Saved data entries
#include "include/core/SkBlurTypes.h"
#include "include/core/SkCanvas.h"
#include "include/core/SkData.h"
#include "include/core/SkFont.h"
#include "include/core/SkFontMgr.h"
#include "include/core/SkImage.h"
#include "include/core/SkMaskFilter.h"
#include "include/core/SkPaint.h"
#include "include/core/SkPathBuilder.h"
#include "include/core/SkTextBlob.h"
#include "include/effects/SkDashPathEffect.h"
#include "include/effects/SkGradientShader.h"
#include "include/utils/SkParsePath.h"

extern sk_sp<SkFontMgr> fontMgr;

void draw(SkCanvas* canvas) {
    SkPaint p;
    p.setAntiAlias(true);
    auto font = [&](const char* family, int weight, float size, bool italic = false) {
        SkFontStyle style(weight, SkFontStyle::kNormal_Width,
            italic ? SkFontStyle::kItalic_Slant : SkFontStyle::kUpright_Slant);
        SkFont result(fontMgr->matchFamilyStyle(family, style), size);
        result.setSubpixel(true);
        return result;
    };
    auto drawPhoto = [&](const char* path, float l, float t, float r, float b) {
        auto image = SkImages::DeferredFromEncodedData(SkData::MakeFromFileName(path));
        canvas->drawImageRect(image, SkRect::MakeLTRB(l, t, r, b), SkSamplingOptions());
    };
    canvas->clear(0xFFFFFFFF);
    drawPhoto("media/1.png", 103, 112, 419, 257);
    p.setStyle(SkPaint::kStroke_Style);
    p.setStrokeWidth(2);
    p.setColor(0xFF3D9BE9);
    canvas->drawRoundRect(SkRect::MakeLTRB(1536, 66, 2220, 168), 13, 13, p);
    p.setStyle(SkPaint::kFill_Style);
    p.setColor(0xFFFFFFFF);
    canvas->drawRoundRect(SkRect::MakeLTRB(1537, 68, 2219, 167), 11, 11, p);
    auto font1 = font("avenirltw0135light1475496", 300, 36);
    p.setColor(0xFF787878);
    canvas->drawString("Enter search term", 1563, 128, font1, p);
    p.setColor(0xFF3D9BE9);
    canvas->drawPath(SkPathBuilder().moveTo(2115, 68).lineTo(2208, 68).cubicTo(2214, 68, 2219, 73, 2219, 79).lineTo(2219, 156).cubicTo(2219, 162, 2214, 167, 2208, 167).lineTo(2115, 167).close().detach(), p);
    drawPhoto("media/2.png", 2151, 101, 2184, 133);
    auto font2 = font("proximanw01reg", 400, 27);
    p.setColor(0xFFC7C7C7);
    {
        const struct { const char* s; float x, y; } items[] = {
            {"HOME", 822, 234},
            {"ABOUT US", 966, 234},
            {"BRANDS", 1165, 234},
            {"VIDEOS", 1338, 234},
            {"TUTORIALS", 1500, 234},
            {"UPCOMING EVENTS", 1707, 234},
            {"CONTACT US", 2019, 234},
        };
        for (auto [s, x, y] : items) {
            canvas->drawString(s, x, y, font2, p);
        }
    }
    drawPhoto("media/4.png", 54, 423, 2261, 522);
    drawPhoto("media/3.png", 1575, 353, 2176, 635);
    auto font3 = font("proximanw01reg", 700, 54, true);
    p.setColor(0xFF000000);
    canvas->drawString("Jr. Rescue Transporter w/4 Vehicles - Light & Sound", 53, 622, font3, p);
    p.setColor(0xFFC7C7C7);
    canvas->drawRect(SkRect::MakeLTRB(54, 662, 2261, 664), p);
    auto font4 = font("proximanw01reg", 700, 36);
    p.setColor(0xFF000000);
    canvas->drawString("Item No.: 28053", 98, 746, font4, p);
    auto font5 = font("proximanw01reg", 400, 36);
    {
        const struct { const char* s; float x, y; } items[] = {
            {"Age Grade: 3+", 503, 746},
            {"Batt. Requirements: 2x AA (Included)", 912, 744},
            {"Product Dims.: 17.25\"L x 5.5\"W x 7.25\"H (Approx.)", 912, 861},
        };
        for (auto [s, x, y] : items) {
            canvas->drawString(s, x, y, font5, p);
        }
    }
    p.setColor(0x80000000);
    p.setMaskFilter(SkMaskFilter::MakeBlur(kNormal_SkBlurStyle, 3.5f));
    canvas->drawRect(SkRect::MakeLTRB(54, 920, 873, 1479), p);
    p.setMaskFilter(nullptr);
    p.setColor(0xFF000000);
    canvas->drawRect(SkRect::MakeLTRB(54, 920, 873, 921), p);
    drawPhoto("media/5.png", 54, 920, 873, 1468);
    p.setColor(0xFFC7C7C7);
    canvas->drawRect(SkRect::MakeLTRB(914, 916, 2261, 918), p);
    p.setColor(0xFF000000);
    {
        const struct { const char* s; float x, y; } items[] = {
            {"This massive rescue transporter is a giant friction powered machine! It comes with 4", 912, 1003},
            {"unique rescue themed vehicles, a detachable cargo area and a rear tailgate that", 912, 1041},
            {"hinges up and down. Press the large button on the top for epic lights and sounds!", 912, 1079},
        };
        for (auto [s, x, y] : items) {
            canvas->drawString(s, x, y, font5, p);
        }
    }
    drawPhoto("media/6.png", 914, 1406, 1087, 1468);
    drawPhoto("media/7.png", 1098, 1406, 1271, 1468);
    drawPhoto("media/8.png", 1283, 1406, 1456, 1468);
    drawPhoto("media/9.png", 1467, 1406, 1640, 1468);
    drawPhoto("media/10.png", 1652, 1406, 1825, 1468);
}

[TASK DETAILS] From the data, collect all lines where the string "core" appears.

[RESPONSE AREA]
#include "include/core/SkBlurTypes.h"
#include "include/core/SkCanvas.h"
#include "include/core/SkData.h"
#include "include/core/SkFont.h"
#include "include/core/SkFontMgr.h"
#include "include/core/SkImage.h"
#include "include/core/SkMaskFilter.h"
#include "include/core/SkPaint.h"
#include "include/core/SkPathBuilder.h"
#include "include/core/SkTextBlob.h"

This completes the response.